Por meio de um estudo em cadeias de alimentação, Bradach (1997) afirma que empresas que se organizam em redes possuem dois grandes desafios: a inovação e a padronização, que derivam de capacidades diferentes e constituem um trade-off (BRADACH, 1997). De fato, inovação e padronização são processos distintos que competem pelos mesmos recursos, sejam financeiros, humanos ou atenção gerencial (GUPTA; SMITH; SHALLEY, 2006; MENGLING; YAN; XIAOYING, 2016).
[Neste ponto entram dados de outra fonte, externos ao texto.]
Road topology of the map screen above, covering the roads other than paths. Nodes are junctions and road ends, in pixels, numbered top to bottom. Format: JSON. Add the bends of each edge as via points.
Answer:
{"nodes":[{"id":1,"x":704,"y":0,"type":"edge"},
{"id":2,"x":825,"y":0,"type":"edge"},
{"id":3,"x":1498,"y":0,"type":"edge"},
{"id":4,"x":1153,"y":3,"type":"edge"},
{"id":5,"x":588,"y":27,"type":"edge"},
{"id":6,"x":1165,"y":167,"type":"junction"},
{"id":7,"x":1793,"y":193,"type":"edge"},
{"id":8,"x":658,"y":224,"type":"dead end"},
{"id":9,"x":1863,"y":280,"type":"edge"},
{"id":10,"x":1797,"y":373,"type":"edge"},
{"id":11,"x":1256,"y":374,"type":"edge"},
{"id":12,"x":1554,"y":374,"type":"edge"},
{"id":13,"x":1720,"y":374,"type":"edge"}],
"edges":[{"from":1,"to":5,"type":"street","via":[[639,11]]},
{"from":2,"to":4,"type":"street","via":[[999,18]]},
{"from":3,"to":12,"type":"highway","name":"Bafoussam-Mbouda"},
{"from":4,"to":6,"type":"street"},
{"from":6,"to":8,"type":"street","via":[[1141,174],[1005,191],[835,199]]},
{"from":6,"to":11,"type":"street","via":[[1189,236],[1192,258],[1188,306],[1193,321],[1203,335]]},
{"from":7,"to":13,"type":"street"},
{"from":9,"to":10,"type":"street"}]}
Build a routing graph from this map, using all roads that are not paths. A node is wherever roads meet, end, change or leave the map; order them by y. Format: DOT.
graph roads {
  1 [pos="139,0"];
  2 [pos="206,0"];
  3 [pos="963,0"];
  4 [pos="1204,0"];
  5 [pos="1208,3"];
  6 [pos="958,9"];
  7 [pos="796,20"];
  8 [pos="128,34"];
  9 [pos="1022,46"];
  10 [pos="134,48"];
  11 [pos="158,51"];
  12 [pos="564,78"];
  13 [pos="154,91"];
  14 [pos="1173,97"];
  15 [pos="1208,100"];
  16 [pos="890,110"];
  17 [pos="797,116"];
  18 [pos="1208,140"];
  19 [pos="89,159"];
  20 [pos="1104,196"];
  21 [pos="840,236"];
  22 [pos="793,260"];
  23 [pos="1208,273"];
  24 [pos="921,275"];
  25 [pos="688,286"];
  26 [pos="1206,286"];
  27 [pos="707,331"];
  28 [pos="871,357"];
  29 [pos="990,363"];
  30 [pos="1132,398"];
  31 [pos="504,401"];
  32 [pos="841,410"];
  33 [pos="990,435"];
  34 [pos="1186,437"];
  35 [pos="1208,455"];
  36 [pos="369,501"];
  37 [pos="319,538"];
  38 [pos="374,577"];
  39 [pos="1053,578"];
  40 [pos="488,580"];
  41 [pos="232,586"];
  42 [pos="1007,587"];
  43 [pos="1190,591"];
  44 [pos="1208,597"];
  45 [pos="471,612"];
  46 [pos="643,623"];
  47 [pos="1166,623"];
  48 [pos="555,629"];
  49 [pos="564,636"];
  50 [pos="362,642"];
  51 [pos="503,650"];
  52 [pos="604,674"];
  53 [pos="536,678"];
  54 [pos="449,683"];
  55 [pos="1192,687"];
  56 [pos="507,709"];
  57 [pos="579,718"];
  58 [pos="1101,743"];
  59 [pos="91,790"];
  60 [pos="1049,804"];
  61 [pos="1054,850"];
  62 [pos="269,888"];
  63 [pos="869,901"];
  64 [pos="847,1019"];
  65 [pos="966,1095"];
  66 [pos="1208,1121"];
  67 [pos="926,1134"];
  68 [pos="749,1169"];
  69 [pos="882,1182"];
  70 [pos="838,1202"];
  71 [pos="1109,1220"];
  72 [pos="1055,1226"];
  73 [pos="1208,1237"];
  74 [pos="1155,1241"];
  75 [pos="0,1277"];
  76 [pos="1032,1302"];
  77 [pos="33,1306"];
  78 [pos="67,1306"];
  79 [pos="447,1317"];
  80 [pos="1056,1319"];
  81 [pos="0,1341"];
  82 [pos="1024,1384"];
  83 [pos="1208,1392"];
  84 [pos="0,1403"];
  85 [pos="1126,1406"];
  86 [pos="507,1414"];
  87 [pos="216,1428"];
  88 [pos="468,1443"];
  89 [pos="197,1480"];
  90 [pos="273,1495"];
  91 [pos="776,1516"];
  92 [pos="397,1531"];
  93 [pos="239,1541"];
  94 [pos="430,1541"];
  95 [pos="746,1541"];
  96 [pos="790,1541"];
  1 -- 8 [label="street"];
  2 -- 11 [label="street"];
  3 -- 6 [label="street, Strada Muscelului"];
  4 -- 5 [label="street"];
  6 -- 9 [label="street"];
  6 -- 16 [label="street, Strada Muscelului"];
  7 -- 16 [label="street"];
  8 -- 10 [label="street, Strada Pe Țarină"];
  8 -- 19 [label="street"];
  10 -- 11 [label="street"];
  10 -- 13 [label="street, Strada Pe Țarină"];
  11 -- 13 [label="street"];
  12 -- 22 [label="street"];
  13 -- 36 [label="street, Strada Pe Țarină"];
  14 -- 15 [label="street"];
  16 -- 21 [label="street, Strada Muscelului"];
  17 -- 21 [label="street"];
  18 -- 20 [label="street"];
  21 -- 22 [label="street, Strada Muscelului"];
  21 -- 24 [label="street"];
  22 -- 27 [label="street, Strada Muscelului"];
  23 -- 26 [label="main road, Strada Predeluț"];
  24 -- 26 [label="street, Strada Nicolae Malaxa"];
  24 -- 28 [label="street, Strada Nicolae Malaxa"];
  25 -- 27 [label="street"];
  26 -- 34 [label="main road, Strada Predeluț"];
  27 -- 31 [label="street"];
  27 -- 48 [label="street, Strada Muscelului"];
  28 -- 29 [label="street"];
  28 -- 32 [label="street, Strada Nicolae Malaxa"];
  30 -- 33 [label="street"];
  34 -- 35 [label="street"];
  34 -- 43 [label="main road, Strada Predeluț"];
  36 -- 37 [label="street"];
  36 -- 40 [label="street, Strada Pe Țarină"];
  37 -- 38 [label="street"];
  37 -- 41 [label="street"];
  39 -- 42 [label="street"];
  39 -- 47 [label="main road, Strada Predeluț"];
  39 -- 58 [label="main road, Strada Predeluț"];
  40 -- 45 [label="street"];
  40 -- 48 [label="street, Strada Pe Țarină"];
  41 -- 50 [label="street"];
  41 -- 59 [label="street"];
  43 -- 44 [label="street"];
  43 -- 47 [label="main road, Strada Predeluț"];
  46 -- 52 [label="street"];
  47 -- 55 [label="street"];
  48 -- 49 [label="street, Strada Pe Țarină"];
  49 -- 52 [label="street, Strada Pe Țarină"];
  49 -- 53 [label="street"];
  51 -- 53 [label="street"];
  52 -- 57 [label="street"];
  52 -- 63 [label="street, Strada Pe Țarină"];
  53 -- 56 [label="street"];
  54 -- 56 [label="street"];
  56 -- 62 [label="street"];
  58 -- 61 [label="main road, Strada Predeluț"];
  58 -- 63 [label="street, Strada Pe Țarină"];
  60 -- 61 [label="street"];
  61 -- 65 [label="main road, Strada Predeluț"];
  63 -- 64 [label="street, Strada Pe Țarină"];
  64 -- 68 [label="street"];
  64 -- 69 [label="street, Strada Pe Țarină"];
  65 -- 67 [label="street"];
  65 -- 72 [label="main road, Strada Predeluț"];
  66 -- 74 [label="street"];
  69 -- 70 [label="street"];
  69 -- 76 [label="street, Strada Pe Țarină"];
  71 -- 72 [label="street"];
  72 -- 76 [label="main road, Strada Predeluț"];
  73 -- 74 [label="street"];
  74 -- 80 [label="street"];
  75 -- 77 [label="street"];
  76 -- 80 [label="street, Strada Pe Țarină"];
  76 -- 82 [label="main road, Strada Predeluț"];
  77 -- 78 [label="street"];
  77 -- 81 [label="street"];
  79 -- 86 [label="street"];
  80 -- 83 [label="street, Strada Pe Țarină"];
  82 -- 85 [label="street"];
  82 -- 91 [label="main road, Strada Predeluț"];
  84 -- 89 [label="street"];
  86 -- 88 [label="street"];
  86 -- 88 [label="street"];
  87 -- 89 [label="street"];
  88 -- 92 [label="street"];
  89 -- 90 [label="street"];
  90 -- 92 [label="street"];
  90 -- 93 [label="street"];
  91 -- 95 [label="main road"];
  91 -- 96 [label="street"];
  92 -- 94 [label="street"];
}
O equilíbrio frente a esse trade-off seria o desafio para as cadeias empresariais.

3. COMO SUPERAR O TRADE-OFF?

O equilíbrio e a superação do trade-off entre padronização e inovação significam perseguir, simultaneamente, exploration e exploitation, isto é, possuir uma estratégia ambidestra (RAISCH; BIRKINSHAW, 2008; SIMSEK et al., 2009; LAVIE; STETTNER; TUSHMAN, 2010). A literatura sustenta que existem duas formas de se perseguir uma estratégia ambidestra, são elas: estrutural e contextual.

A ambidestria contextual parte da premissa que o trade-off entre exploration e exploitation pode ser resolvido no nível individual (GIBSON; BIRKINSHAW, 2004). Isto é, que as duas capacidades podem ser executadas simultaneamente por um grupo de trabalho ou um único funcionário (GIBSON; BIRKINSHAW, 2004). Nesse contexto, os indivíduos são capazes de dividir seus tempos entre exploitation e exploration (MENGLING; YAN; XIAOYING, 2016; GUTTEL; KONLECHNER; TREDE, 2015). Assim, os funcionários têm o desafio de balancear as tarefas de forma a alternar entre as duas capacidades. O discernimento necessário para executar ambidestria contextual de forma bem-sucedida está, em geral, atrelado a altos graus de conhecimento e experiência (GUTTEL; KONLECHNER; TREDE, 2015). Dessa forma, a ambidestria contextual é uma estratégia que exige que a empresa estimule a autonomia dos indivíduos para decidirem quando executar qual tarefa. Por isso, seu desenvolvimento é complexo em redes que lidam com uma grande diversidade de realidades, tais como diferentes instalações, colaboradores e localização das unidades.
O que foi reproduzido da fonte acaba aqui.